Something's rotten in the state of Denmark

Wednesday, December 01, 2004

Hout (Rhymes with pout or hoot?)

We've been lazy in not yet tackling or dissecting a critique of the Hout report written by a statistician at Drexel University. We're gonna try to get to that sometime this week. Honest.

But in the meantime, Mickey has linked to Kevin Drum's Washington Monthly points about the Hout Paper from November 20. (Why is Mickey linking to news from November 20? Who cares! He's at least still on the story, even if he's on it from ten days ago! He'll be getting to the Juan Gonalez piece by December 13. Just in time for the electoral college!)

Drum cites sociologist Kieran Healey, and your little friends here at RottenDenmark talked about Kieran Healey's findings/postings on blog collective Crooked Timber in this post back on November 23 -- and what we said then still holds.

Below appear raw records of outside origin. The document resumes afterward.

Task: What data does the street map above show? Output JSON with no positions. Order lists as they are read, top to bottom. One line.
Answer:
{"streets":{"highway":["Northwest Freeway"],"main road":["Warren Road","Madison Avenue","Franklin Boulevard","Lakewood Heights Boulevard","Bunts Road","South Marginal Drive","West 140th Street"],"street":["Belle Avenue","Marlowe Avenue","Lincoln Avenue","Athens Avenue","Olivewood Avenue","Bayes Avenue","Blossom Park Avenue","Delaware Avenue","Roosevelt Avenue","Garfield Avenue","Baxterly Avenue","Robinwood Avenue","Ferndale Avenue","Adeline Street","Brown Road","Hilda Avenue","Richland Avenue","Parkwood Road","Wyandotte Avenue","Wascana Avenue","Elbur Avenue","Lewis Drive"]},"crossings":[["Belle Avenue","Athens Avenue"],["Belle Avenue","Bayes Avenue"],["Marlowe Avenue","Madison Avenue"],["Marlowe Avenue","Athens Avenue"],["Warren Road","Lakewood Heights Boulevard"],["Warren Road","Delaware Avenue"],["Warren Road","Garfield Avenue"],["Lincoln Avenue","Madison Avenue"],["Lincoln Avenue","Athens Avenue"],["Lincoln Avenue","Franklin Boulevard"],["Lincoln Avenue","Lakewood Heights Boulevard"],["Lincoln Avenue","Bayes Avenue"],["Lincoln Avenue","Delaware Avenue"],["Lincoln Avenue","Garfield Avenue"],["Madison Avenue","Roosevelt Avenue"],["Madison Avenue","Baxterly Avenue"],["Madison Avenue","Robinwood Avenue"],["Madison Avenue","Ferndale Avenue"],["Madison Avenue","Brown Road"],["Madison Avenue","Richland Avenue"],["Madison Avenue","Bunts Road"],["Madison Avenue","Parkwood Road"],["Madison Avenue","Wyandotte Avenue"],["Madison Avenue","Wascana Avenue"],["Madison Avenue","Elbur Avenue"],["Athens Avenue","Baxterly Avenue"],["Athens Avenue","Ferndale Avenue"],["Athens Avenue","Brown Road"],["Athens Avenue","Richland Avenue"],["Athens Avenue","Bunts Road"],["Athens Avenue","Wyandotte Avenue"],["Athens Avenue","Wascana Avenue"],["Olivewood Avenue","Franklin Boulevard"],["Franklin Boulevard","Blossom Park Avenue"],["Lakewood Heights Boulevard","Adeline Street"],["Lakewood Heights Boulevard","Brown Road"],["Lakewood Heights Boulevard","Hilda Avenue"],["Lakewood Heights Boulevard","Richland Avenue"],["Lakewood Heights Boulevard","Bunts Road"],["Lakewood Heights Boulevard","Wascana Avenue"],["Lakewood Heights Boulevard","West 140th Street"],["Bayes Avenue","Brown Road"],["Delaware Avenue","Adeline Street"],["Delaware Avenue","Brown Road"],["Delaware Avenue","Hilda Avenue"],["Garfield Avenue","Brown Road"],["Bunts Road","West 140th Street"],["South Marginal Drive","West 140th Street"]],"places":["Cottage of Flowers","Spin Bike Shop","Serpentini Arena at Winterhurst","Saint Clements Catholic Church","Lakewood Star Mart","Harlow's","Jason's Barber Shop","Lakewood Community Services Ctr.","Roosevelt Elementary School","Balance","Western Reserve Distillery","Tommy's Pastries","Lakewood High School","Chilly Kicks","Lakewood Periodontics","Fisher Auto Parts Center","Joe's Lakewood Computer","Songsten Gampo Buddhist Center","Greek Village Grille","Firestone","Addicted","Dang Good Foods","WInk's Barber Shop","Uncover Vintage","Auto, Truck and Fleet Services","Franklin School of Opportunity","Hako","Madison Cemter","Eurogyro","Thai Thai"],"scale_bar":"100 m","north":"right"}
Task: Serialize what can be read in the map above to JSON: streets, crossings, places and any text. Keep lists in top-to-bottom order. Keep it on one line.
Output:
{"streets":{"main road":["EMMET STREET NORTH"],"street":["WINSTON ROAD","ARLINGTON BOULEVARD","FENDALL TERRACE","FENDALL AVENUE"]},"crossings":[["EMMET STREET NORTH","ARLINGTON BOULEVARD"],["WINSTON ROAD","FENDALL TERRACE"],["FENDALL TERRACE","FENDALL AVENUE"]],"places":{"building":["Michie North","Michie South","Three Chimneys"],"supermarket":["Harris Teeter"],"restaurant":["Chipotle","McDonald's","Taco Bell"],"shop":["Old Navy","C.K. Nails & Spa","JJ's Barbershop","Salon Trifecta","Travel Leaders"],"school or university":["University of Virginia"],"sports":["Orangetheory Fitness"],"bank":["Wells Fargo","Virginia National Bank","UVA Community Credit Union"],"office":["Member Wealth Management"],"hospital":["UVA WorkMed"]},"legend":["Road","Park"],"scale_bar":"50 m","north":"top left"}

The evidence of the Hout paper may be that fraud was not systematic and statewide -- but in proving that not to be the case, both Drum and Healey suggest that there was something wrong, quite wrong, quite wrong and in need of explanation, in everyone's favorite two counties imitating vats of electoral cat piss, Broward and Palm Beach.

Could the Republican Party machine have been so better organized in Palm Beach and Broward -- two counties that are not Republican strongholds in any way, shape, or form -- such that they would do that much better in those counties than they had in 2000, and with a rate of improvement much larger than any other counties in the state?

Seems pretty fishy to me. Mickey? Now is not the time to be using Kausfiles to find out about unsigned LA area bands. The fate of the election is at stake! (Whose election? -- ed. Quit that!)